For the records below, print every one exactly, with nothing dropped.
######
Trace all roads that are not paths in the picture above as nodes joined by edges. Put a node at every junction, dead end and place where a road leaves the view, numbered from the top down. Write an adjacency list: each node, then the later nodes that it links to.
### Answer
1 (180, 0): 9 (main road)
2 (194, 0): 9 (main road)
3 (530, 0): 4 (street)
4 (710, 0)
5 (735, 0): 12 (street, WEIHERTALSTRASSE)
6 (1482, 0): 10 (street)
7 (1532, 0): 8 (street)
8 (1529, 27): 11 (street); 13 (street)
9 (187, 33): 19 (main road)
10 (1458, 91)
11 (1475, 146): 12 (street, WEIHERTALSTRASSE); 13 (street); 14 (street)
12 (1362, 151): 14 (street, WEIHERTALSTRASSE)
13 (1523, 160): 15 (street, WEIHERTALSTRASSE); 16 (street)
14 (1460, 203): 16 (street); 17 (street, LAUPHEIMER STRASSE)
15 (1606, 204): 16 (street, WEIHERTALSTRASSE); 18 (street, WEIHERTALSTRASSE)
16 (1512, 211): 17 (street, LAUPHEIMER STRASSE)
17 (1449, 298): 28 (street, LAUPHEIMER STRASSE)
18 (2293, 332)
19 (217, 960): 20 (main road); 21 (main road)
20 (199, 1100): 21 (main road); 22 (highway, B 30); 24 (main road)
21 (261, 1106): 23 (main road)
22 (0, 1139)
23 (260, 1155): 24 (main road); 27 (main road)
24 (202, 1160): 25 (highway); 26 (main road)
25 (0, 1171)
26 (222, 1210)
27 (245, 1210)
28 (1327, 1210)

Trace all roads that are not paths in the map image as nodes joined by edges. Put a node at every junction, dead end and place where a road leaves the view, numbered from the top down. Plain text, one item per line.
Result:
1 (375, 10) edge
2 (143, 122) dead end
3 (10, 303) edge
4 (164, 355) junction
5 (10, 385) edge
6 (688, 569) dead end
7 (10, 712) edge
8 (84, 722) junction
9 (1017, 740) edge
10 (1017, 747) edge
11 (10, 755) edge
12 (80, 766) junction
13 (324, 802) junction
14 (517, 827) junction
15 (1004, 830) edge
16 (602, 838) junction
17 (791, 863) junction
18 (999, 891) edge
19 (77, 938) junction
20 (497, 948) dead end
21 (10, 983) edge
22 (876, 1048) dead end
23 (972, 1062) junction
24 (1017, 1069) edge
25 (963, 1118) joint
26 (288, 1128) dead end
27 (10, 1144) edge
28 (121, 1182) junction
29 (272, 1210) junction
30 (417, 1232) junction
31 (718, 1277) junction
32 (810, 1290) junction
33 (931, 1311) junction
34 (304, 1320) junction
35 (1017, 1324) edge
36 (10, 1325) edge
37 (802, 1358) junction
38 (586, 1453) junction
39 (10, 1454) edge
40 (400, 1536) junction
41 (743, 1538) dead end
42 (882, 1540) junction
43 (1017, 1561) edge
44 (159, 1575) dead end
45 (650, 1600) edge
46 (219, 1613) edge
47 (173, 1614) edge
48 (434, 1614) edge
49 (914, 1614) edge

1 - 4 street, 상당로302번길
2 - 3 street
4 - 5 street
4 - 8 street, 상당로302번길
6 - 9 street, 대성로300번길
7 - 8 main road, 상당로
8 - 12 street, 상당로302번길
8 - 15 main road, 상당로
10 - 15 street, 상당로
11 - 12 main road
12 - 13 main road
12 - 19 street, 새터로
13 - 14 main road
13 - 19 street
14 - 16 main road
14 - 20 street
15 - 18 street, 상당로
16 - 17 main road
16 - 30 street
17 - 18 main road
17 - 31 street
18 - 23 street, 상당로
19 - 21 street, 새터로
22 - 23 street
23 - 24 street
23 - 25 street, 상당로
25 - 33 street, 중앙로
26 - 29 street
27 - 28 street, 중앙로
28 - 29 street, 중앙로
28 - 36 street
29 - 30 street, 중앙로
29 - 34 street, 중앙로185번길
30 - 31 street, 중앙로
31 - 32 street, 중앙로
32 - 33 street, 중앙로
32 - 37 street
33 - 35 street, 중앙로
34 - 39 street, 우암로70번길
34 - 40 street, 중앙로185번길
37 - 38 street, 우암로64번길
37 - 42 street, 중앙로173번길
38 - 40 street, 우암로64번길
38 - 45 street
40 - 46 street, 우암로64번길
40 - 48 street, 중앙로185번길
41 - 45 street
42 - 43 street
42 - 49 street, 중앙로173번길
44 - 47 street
######
Answer to this task:
Trace all roads that are not paths in the picture above as nodes joined by edges. Put a node at every junction, dead end and place where a road leaves the view, numbered from the top down. Write an adjacency list: each node, then the later nodes that it links to.
### Answer
1 (180, 0): 9 (main road)
2 (194, 0): 9 (main road)
3 (530, 0): 4 (street)
4 (710, 0)
5 (735, 0): 12 (street, WEIHERTALSTRASSE)
6 (1482, 0): 10 (street)
7 (1532, 0): 8 (street)
8 (1529, 27): 11 (street); 13 (street)
9 (187, 33): 19 (main road)
10 (1458, 91)
11 (1475, 146): 12 (street, WEIHERTALSTRASSE); 13 (street); 14 (street)
12 (1362, 151): 14 (street, WEIHERTALSTRASSE)
13 (1523, 160): 15 (street, WEIHERTALSTRASSE); 16 (street)
14 (1460, 203): 16 (street); 17 (street, LAUPHEIMER STRASSE)
15 (1606, 204): 16 (street, WEIHERTALSTRASSE); 18 (street, WEIHERTALSTRASSE)
16 (1512, 211): 17 (street, LAUPHEIMER STRASSE)
17 (1449, 298): 28 (street, LAUPHEIMER STRASSE)
18 (2293, 332)
19 (217, 960): 20 (main road); 21 (main road)
20 (199, 1100): 21 (main road); 22 (highway, B 30); 24 (main road)
21 (261, 1106): 23 (main road)
22 (0, 1139)
23 (260, 1155): 24 (main road); 27 (main road)
24 (202, 1160): 25 (highway); 26 (main road)
25 (0, 1171)
26 (222, 1210)
27 (245, 1210)
28 (1327, 1210)

Trace all roads that are not paths in the map image as nodes joined by edges. Put a node at every junction, dead end and place where a road leaves the view, numbered from the top down. Plain text, one item per line.
Result:
1 (375, 10) edge
2 (143, 122) dead end
3 (10, 303) edge
4 (164, 355) junction
5 (10, 385) edge
6 (688, 569) dead end
7 (10, 712) edge
8 (84, 722) junction
9 (1017, 740) edge
10 (1017, 747) edge
11 (10, 755) edge
12 (80, 766) junction
13 (324, 802) junction
14 (517, 827) junction
15 (1004, 830) edge
16 (602, 838) junction
17 (791, 863) junction
18 (999, 891) edge
19 (77, 938) junction
20 (497, 948) dead end
21 (10, 983) edge
22 (876, 1048) dead end
23 (972, 1062) junction
24 (1017, 1069) edge
25 (963, 1118) joint
26 (288, 1128) dead end
27 (10, 1144) edge
28 (121, 1182) junction
29 (272, 1210) junction
30 (417, 1232) junction
31 (718, 1277) junction
32 (810, 1290) junction
33 (931, 1311) junction
34 (304, 1320) junction
35 (1017, 1324) edge
36 (10, 1325) edge
37 (802, 1358) junction
38 (586, 1453) junction
39 (10, 1454) edge
40 (400, 1536) junction
41 (743, 1538) dead end
42 (882, 1540) junction
43 (1017, 1561) edge
44 (159, 1575) dead end
45 (650, 1600) edge
46 (219, 1613) edge
47 (173, 1614) edge
48 (434, 1614) edge
49 (914, 1614) edge

1 - 4 street, 상당로302번길
2 - 3 street
4 - 5 street
4 - 8 street, 상당로302번길
6 - 9 street, 대성로300번길
7 - 8 main road, 상당로
8 - 12 street, 상당로302번길
8 - 15 main road, 상당로
10 - 15 street, 상당로
11 - 12 main road
12 - 13 main road
12 - 19 street, 새터로
13 - 14 main road
13 - 19 street
14 - 16 main road
14 - 20 street
15 - 18 street, 상당로
16 - 17 main road
16 - 30 street
17 - 18 main road
17 - 31 street
18 - 23 street, 상당로
19 - 21 street, 새터로
22 - 23 street
23 - 24 street
23 - 25 street, 상당로
25 - 33 street, 중앙로
26 - 29 street
27 - 28 street, 중앙로
28 - 29 street, 중앙로
28 - 36 street
29 - 30 street, 중앙로
29 - 34 street, 중앙로185번길
30 - 31 street, 중앙로
31 - 32 street, 중앙로
32 - 33 street, 중앙로
32 - 37 street
33 - 35 street, 중앙로
34 - 39 street, 우암로70번길
34 - 40 street, 중앙로185번길
37 - 38 street, 우암로64번길
37 - 42 street, 중앙로173번길
38 - 40 street, 우암로64번길
38 - 45 street
40 - 46 street, 우암로64번길
40 - 48 street, 중앙로185번길
41 - 45 street
42 - 43 street
42 - 49 street, 중앙로173번길
44 - 47 street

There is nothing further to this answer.